_Task requirements_.
For the records that follow, work out how many lines include "Kinney" and give only that count.

[Saved data entries]
====

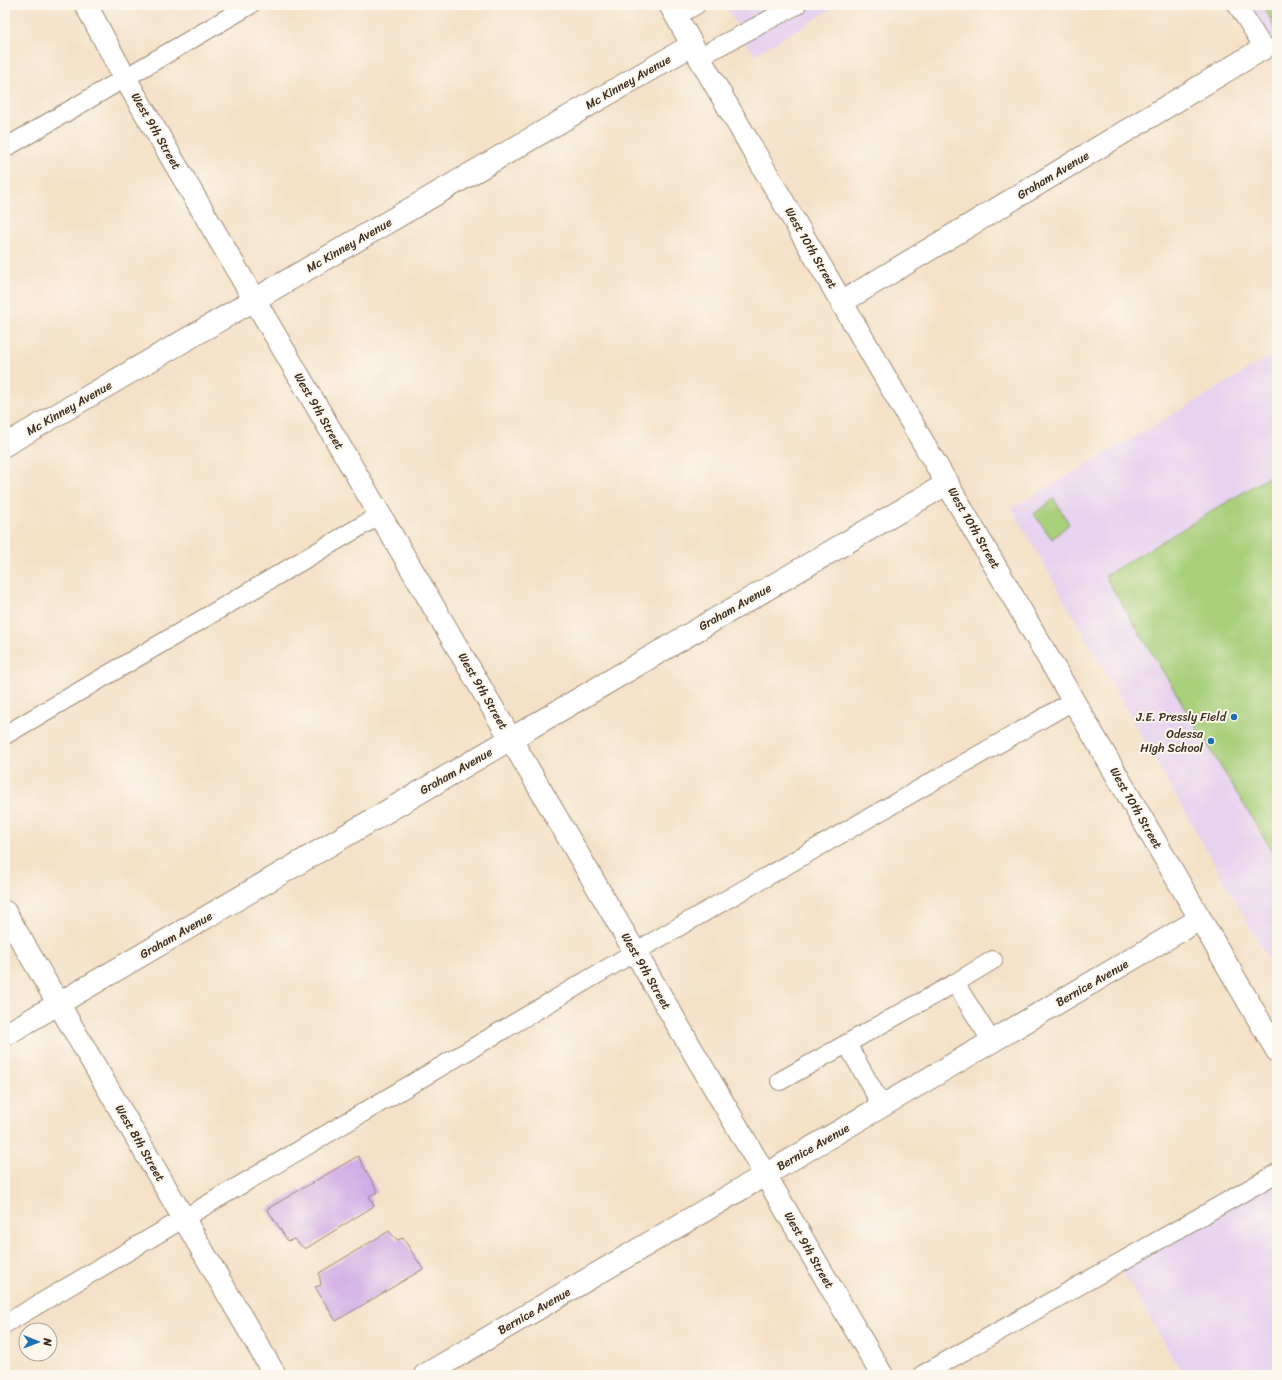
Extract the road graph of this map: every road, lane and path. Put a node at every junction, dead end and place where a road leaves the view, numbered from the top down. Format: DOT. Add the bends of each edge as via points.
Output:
graph roads {
  1 [pos="86,5"];
  2 [pos="250,5"];
  3 [pos="696,5"];
  4 [pos="797,5"];
  5 [pos="1237,5"];
  6 [pos="673,11"];
  7 [pos="1264,48"];
  8 [pos="696,51"];
  9 [pos="125,78"];
  10 [pos="5,148"];
  11 [pos="254,300"];
  12 [pos="842,302"];
  13 [pos="5,445"];
  14 [pos="948,483"];
  15 [pos="380,515"];
  16 [pos="1073,701"];
  17 [pos="5,735"];
  18 [pos="511,739"];
  19 [pos="5,912"];
  20 [pos="1200,919"];
  21 [pos="635,952"];
  22 [pos="993,960"];
  23 [pos="955,984"];
  24 [pos="59,1004"];
  25 [pos="5,1035"];
  26 [pos="992,1042"];
  27 [pos="847,1044"];
  28 [pos="1277,1051"];
  29 [pos="780,1081"];
  30 [pos="882,1106"];
  31 [pos="1277,1172"];
  32 [pos="765,1175"];
  33 [pos="184,1219"];
  34 [pos="5,1324"];
  35 [pos="275,1375"];
  36 [pos="425,1375"];
  37 [pos="882,1375"];
  38 [pos="922,1375"];
  1 -- 9 [label="street, West 9th Street"];
  2 -- 9 [label="lane"];
  3 -- 6 [label="lane"];
  4 -- 8 [label="lane"];
  5 -- 7 [label="lane"];
  6 -- 8 [label="street, West 10th Street"];
  7 -- 12 [label="street, Graham Avenue"];
  8 -- 11 [label="street, Mc Kinney Avenue"];
  8 -- 12 [label="street, West 10th Street"];
  9 -- 10 [label="lane"];
  9 -- 11 [label="street, West 9th Street"];
  11 -- 13 [label="street, Mc Kinney Avenue"];
  11 -- 15 [label="street, West 9th Street"];
  12 -- 14 [label="street, West 10th Street"];
  14 -- 16 [label="street, West 10th Street"];
  14 -- 18 [label="street, Graham Avenue"];
  15 -- 17 [label="lane"];
  15 -- 18 [label="street, West 9th Street"];
  16 -- 20 [label="street, West 10th Street"];
  16 -- 21 [label="lane"];
  18 -- 21 [label="street, West 9th Street"];
  18 -- 24 [label="street, Graham Avenue"];
  19 -- 24 [label="street, West 8th Street"];
  20 -- 26 [label="street, Bernice Avenue"];
  20 -- 28 [label="street, West 10th Street"];
  21 -- 32 [label="street, West 9th Street"];
  21 -- 33 [label="lane"];
  22 -- 23 [label="lane"];
  23 -- 26 [label="lane"];
  23 -- 27 [label="lane"];
  24 -- 25 [label="street, Graham Avenue"];
  24 -- 33 [label="street, West 8th Street"];
  26 -- 30 [label="street, Bernice Avenue"];
  27 -- 29 [label="lane"];
  27 -- 30 [label="lane"];
  30 -- 32 [label="street, Bernice Avenue"];
  31 -- 38 [label="lane"];
  32 -- 36 [label="street, Bernice Avenue"];
  32 -- 37 [label="street, West 9th Street"];
  33 -- 34 [label="lane"];
  33 -- 35 [label="street, West 8th Street"];
}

====

_Answer to this problem_.
2